Over a span of over four years, we (I and my colleagues) have published around 25 articles in the journal. In this editorial, I plan to briefly discuss my experiences of publishing with JCDR and the strengths of the journal and to finally address the areas for improvement.
My experiences of publishing with JCDR: Overall, my experiences of publishing withJCDR have been positive. The best point about the journal is that it responds to queries from the author. This may seem to be simple and not too much to ask for, but unfortunately, many journals in the subcontinent and from many developing countries do not respond or they respond with a long delay to the queries from the authors 1. The reasons could be many, including lack of optimal secretarial and other support. Another problem with many journals is the slowness of the review process. Editorial processing and peer review can take anywhere between a year to two years with some journals. Also, some journals do not keep the contributors informed about the progress of the review process. Due to the long review process, the articles can lose their relevance and topicality. A major benefit with JCDR is the timeliness and promptness of its response. In Dr Jain's e-mail which was sent to me in 2007, before the introduction of the Pre-publishing system, he had stated that he had received my submission and that he would get back to me within seven days and he did!
Most of the manuscripts are published within 3 to 4 months of their submission if they are found to be suitable after the review process. JCDR is published bimonthly and the accepted articles were usually published in the next issue. Recently, due to the increased volume of the submissions, the review process has become slower and it ?? Section can take from 4 to 6 months for the articles to be reviewed. The journal has an extensive author support system and it has recently introduced a paid expedited review process. The journal also mentions the average time for processing the manuscript under different submission systems - regular submission and expedited review.

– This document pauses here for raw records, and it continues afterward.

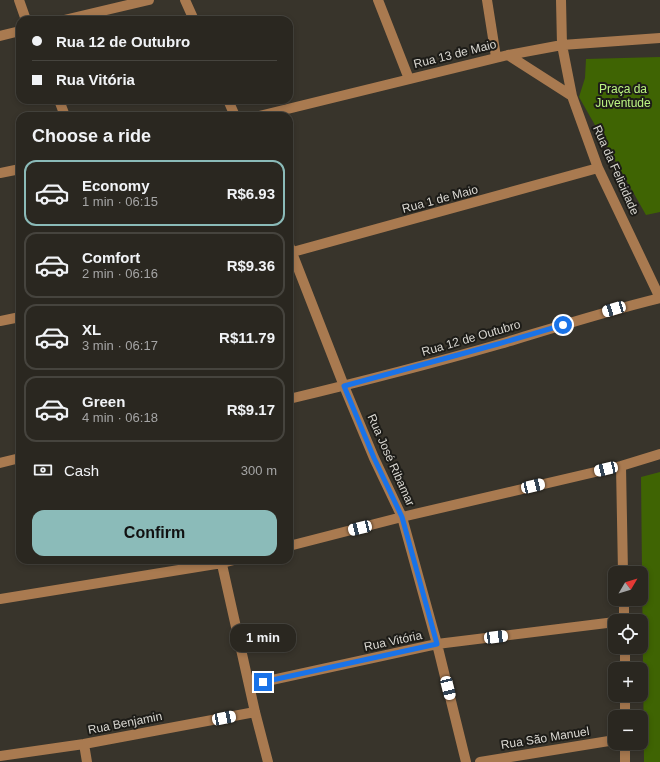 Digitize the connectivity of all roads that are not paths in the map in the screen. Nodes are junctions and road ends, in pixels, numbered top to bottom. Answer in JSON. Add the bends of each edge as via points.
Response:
{"nodes":[{"id":1,"x":19,"y":0,"type":"edge"},
{"id":2,"x":149,"y":0,"type":"edge"},
{"id":3,"x":185,"y":0,"type":"edge"},
{"id":4,"x":378,"y":0,"type":"edge"},
{"id":5,"x":487,"y":0,"type":"edge"},
{"id":6,"x":561,"y":0,"type":"edge"},
{"id":7,"x":25,"y":16,"type":"edge"},
{"id":8,"x":81,"y":16,"type":"edge"},
{"id":9,"x":192,"y":16,"type":"edge"},
{"id":10,"x":16,"y":32,"type":"edge"},
{"id":11,"x":0,"y":36,"type":"edge"},
{"id":12,"x":660,"y":38,"type":"edge"},
{"id":13,"x":562,"y":45,"type":"junction"},
{"id":14,"x":508,"y":55,"type":"junction"},
{"id":15,"x":496,"y":57,"type":"junction"},
{"id":16,"x":408,"y":79,"type":"junction"},
{"id":17,"x":572,"y":96,"type":"junction"},
{"id":18,"x":275,"y":112,"type":"edge"},
{"id":19,"x":598,"y":168,"type":"junction"},
{"id":20,"x":16,"y":170,"type":"edge"},
{"id":21,"x":0,"y":173,"type":"edge"},
{"id":22,"x":293,"y":249,"type":"edge"},
{"id":23,"x":293,"y":258,"type":"edge"},
{"id":24,"x":657,"y":286,"type":"edge"},
{"id":25,"x":660,"y":298,"type":"edge"},
{"id":26,"x":16,"y":318,"type":"edge"},
{"id":27,"x":0,"y":321,"type":"edge"},
{"id":28,"x":344,"y":386,"type":"junction"},
{"id":29,"x":293,"y":398,"type":"edge"},
{"id":30,"x":660,"y":454,"type":"edge"},
{"id":31,"x":16,"y":459,"type":"edge"},
{"id":32,"x":0,"y":463,"type":"edge"},
{"id":33,"x":620,"y":466,"type":"junction"},
{"id":34,"x":402,"y":517,"type":"junction"},
{"id":35,"x":293,"y":545,"type":"edge"},
{"id":36,"x":209,"y":564,"type":"edge"},
{"id":37,"x":221,"y":564,"type":"edge"},
{"id":38,"x":623,"y":566,"type":"edge"},
{"id":39,"x":0,"y":599,"type":"edge"},
{"id":40,"x":608,"y":623,"type":"edge"},
{"id":41,"x":437,"y":644,"type":"junction"},
{"id":42,"x":249,"y":685,"type":"junction"},
{"id":43,"x":255,"y":712,"type":"junction"},
{"id":44,"x":608,"y":741,"type":"edge"},
{"id":45,"x":84,"y":744,"type":"junction"},
{"id":46,"x":626,"y":750,"type":"edge"},
{"id":47,"x":0,"y":756,"type":"edge"},
{"id":48,"x":87,"y":762,"type":"edge"},
{"id":49,"x":268,"y":762,"type":"edge"},
{"id":50,"x":466,"y":762,"type":"edge"},
{"id":51,"x":480,"y":762,"type":"edge"},
{"id":52,"x":626,"y":762,"type":"edge"}],
"edges":[{"from":1,"to":7,"type":"street"},
{"from":2,"to":8,"type":"street"},
{"from":3,"to":9,"type":"street"},
{"from":4,"to":16,"type":"street"},
{"from":5,"to":15,"type":"street"},
{"from":6,"to":13,"type":"street","name":"Rua da Felicidade"},
{"from":10,"to":11,"type":"street"},
{"from":12,"to":13,"type":"street","name":"Rua 13 de Maio"},
{"from":13,"to":14,"type":"street","name":"Rua 13 de Maio"},
{"from":13,"to":17,"type":"street","name":"Rua da Felicidade"},
{"from":14,"to":15,"type":"street","name":"Rua 13 de Maio"},
{"from":14,"to":17,"type":"street"},
{"from":15,"to":16,"type":"street","name":"Rua 13 de Maio"},
{"from":16,"to":18,"type":"street","name":"Rua 13 de Maio"},
{"from":17,"to":19,"type":"street","name":"Rua da Felicidade"},
{"from":19,"to":22,"type":"street","name":"Rua 1 de Maio"},
{"from":19,"to":24,"type":"street","name":"Rua da Felicidade"},
{"from":20,"to":21,"type":"street"},
{"from":23,"to":28,"type":"street","name":"Rua José Ribamar"},
{"from":24,"to":25,"type":"street","name":"Rua da Felicidade"},
{"from":25,"to":28,"type":"street","name":"Rua 12 de Outubro"},
{"from":26,"to":27,"type":"street"},
{"from":28,"to":29,"type":"street","name":"Rua 12 de Outubro"},
{"from":28,"to":34,"type":"street","name":"Rua José Ribamar"},
{"from":30,"to":33,"type":"street"},
{"from":31,"to":32,"type":"street"},
{"from":33,"to":34,"type":"street"},
{"from":33,"to":38,"type":"street"},
{"from":34,"to":35,"type":"street"},
{"from":34,"to":41,"type":"street","name":"Rua José Ribamar"},
{"from":36,"to":39,"type":"street"},
{"from":37,"to":42,"type":"street"},
{"from":40,"to":41,"type":"street","name":"Rua Vitória"},
{"from":41,"to":42,"type":"street","name":"Rua Vitória"},
{"from":41,"to":50,"type":"street","name":"Rua José Ribamar"},
{"from":42,"to":43,"type":"street"},
{"from":43,"to":45,"type":"street","name":"Rua Benjamin"},
{"from":43,"to":49,"type":"street"},
{"from":44,"to":51,"type":"street","name":"Rua São Manuel"},
{"from":45,"to":47,"type":"street","name":"Rua Benjamin"},
{"from":45,"to":48,"type":"street"},
{"from":46,"to":52,"type":"street"}]}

Strengths of the journal: The journal has an online first facility in which the accepted manuscripts may be published on the website before being included in a regular issue of the journal. This cuts down the time between their acceptance and the publication. The journal is indexed in many databases, though not in PubMed. The editorial board should now take steps to index the journal in PubMed. The journal has a system of notifying readers through e-mail when a new issue is released. Also, the articles are available in both the HTML and the PDF formats. I especially like the new and colorful page format of the journal. Also, the access statistics of the articles are available. The prepublication and the manuscript tracking system are also helpful for the authors.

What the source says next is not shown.